The Colombian expert commented that the era in which the larger economy was believed to have a neutral impact on society has ended, and it was a period that denied the specific gender-related differences.
In addition, she stated that it is essential to differentiate globalization, which is a cultural process, from economic liberalisation, which is only one option that has attached itself to the broader globalization process.
Lopez Montana sees the FTAA as an initiative of the United States, one followed by the rest of the countries in the hemisphere, but that is far from being an integration treaty in which all parties intervene in the discussion as equals.
In this sense, she remarked that there is an enormous gap between the countries of Central America, which have received direct investment and advanced technology to generate new economic activities, and South America, where foreign capital arrives only to purchase already existing companies, without increasing the region’s wealth.
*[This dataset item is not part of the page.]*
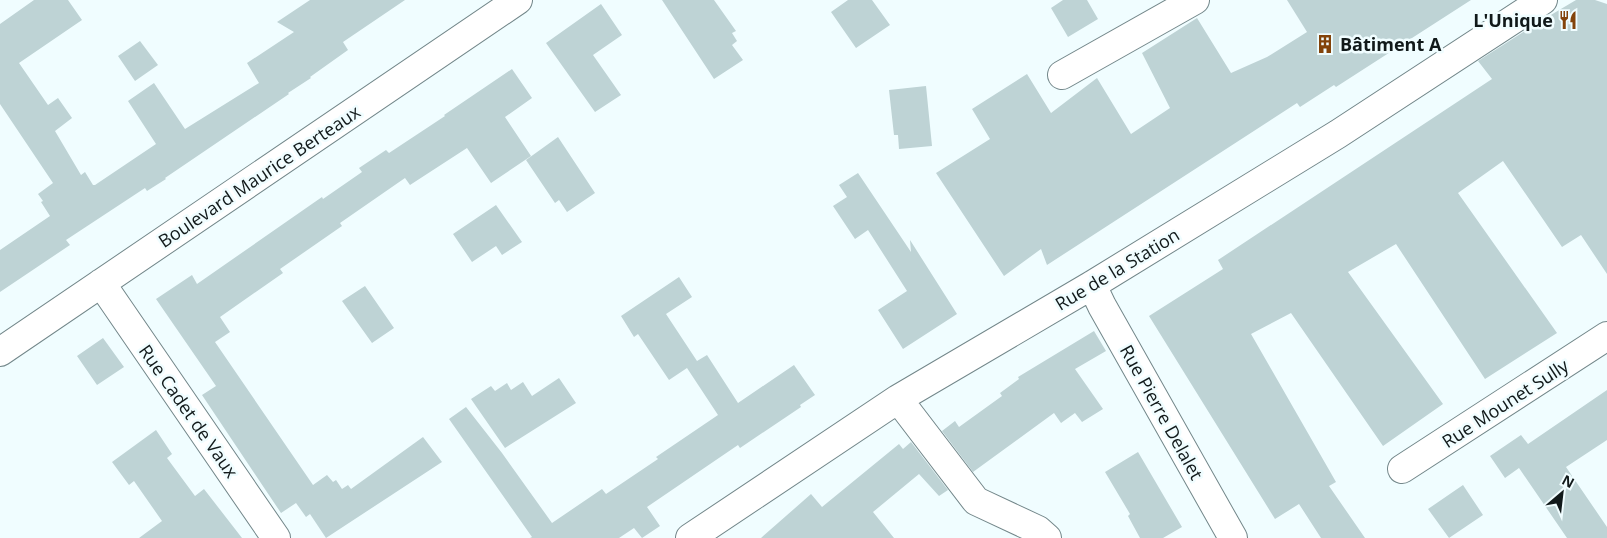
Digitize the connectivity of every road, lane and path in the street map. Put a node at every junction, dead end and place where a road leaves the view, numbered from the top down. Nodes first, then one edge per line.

“They did not help us with productive reconversion, and as a result, we continue to be limited to exports of agricultural and food products,” Lopez Montana said.
Argentine attorney Hayde Birgin, a specialist in public policy and gender, meanwhile told the seminar’s participants that the women’s movement must urgently “escape the coterie” in which they are debating in parallel to formal trade talks.
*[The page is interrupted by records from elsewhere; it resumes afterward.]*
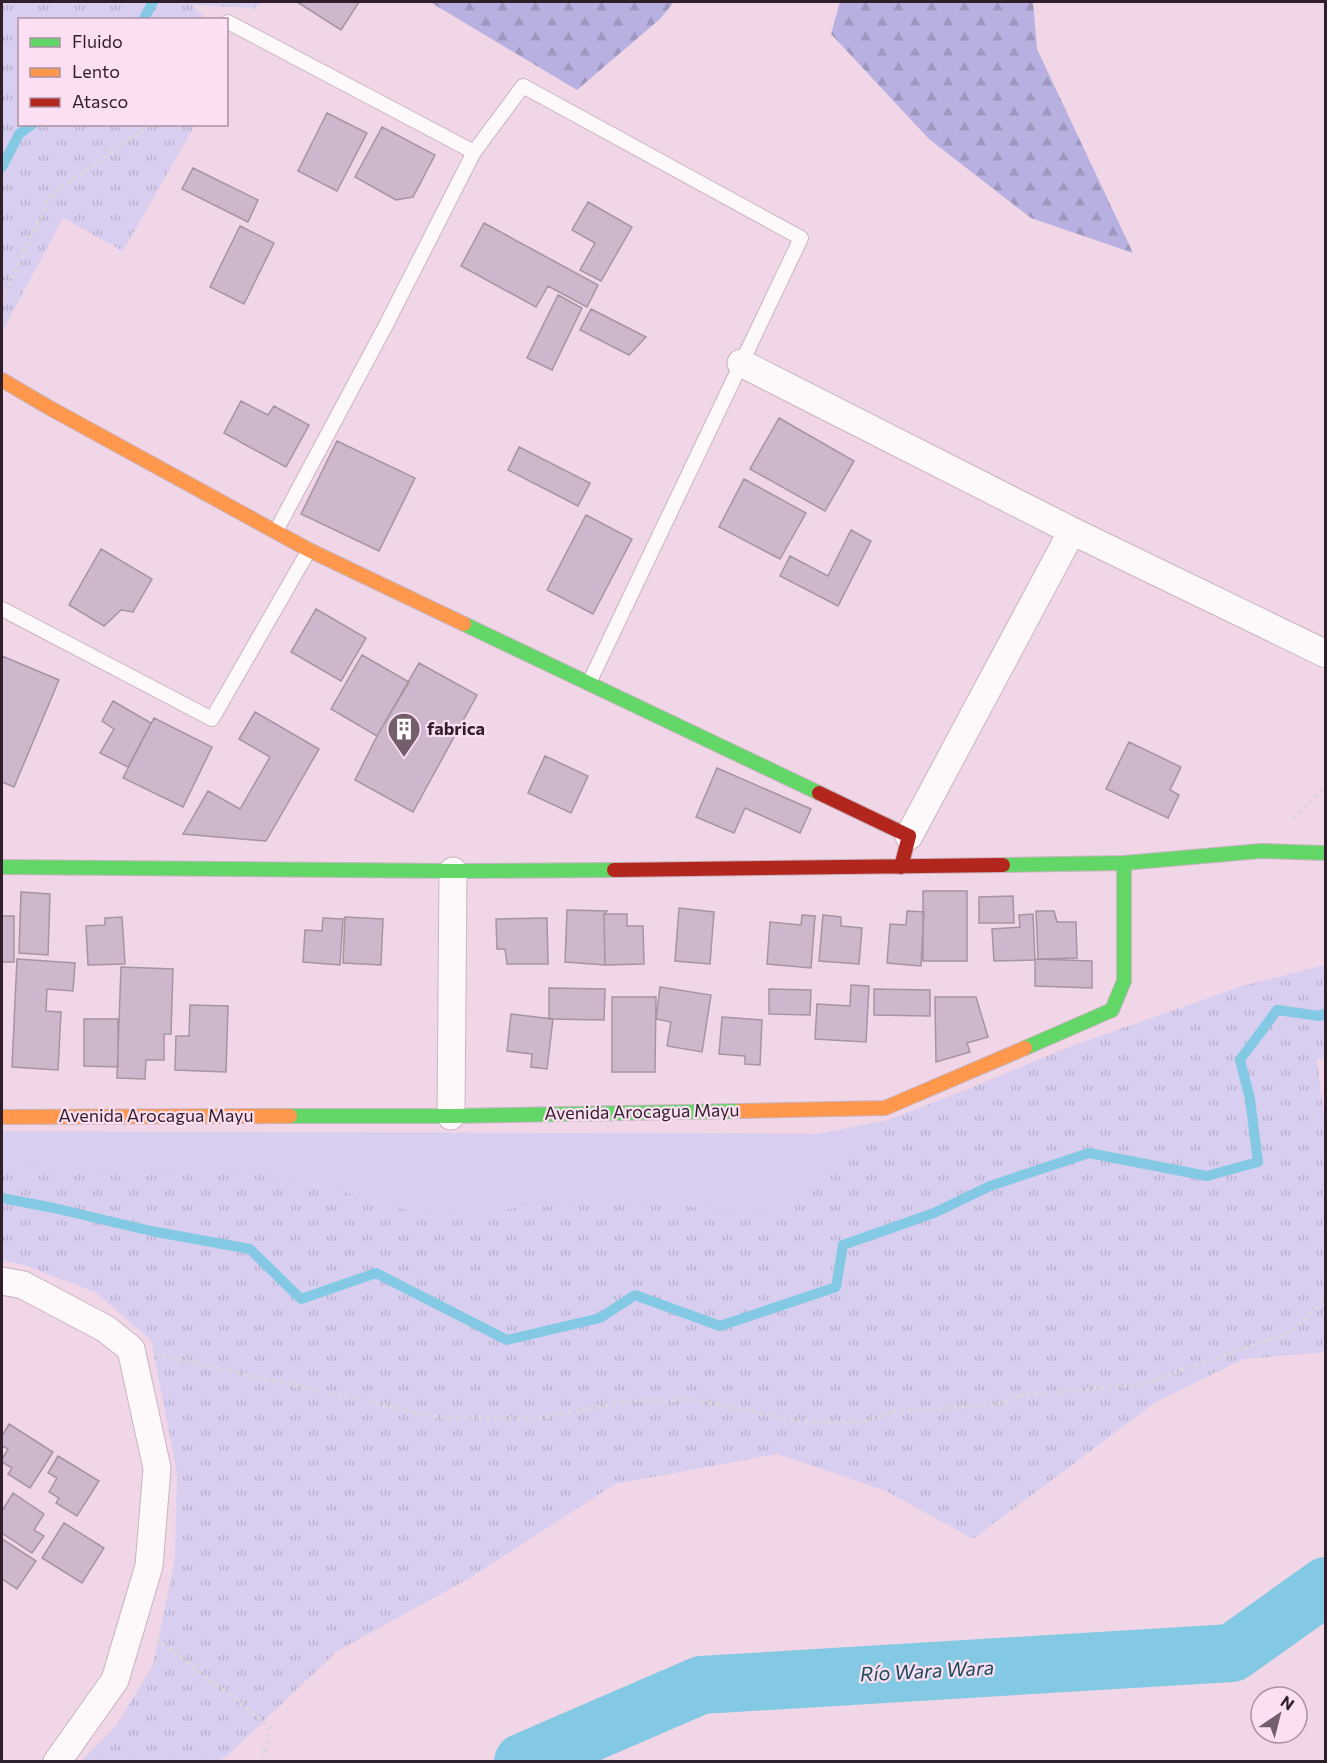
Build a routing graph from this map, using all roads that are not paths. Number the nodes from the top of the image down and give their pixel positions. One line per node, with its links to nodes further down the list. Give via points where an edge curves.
1 (228, 22): 2 (lane)
2 (474, 152): 3 (lane, via 523,86 801,238); 5 (lane)
3 (741, 363): 6 (street); 10 (lane)
4 (2, 380): 5 (street)
5 (276, 531): 7 (street)
6 (1072, 531): 9 (street); 11 (street)
7 (309, 550): 8 (lane, via 212,719); 10 (street)
8 (2, 609)
9 (1326, 654)
10 (589, 683): 11 (street)
11 (909, 836): 15 (street)
12 (1326, 853): 13 (street, via 1261,851)
13 (1124, 863): 15 (street); 17 (street, Avenida Arocagua Mayu, via 1124,981 1113,1010 885,1108)
14 (2, 867): 16 (street)
15 (901, 867): 16 (street)
16 (453, 871): 17 (street)
17 (451, 1116): 18 (street, Avenida Arocagua Mayu)
18 (2, 1117)
19 (2, 1281): 20 (street, via 24,1285 106,1329 131,1349 158,1468 149,1566 115,1680)
20 (57, 1761)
“We are operating in a way that makes us agents to those negotiations,” charged Birgin, who is also a member of Equipo, one of the seminar’s organisers.
The head of the Alianza Social Continental, Hector de la Cueva, of Mexico, pointed to the supposed benefits of the North American Free Trade Agreement (NAFTA), of which his country is a member alongside Canada and the United States.
De la Cueva said that NAFTA, which is serving as the model for the FTAA, “is not advisable for any country,” because the jobs it creates are low-paying and unstable, and compliance with labour laws or workers’ health regulations is spotty.
He added that the treaty is much worse for women, who represent the majority of workers in Mexico’s ‘maquiladoras’ (factories set up in free zones and dedicated to producing exports), which often require them to undergo a pregnancy test before being hired.
But many economists and officials continue to believe that Mexico is doing well because its economy is growing at an annual rate of seven or eight percent, De la Cueva explained.
The Mexican NGO leader asserted that the FTAA negotiations are closed, anti-democratic, and that “even the region’s parliaments are excluded.”
This lack of transparency, he said, fits the essence of a project that “will deepen social exclusion,” as occurred in his country as a result of NAFTA.
Brazilian activist Mello agreed that the only national legislature that has any influence on the hemispheric trade talks is the US Congress, which is threatening to withhold “fast-track” authorisation from President George W. Bush - powers that would allow him to negotiate and finalise trade accords.
Mello maintained that in Brazil, the foreign ministers say unabashedly that the comparative advantages of their country under the FTAA are the low salaries and limited environmental protection laws.
“Our democracies are very fragile and the FTAA will only increase this fragility,” she said. “Our parliaments exist only to ratify what is agreed behind closed doors, and the so-called ‘national interests’ are really those of the elite business executives, represented in the government ministries.”
Mello supported De la Cueva’s assessment that the FTAA is an extension of NAFTA, a project which, in her opinion, is much more than a trade agreement, and demonstrates US hegemony over the region through all the power entrusted to its transnational corporations.
“We don’t just want transparent negotiations in order to keep informed, we want to actively take part in the substance of the talks in order to transform the system, and to truly bring our governments’ gender equity commitments into the heart of the FTAA,” she stated.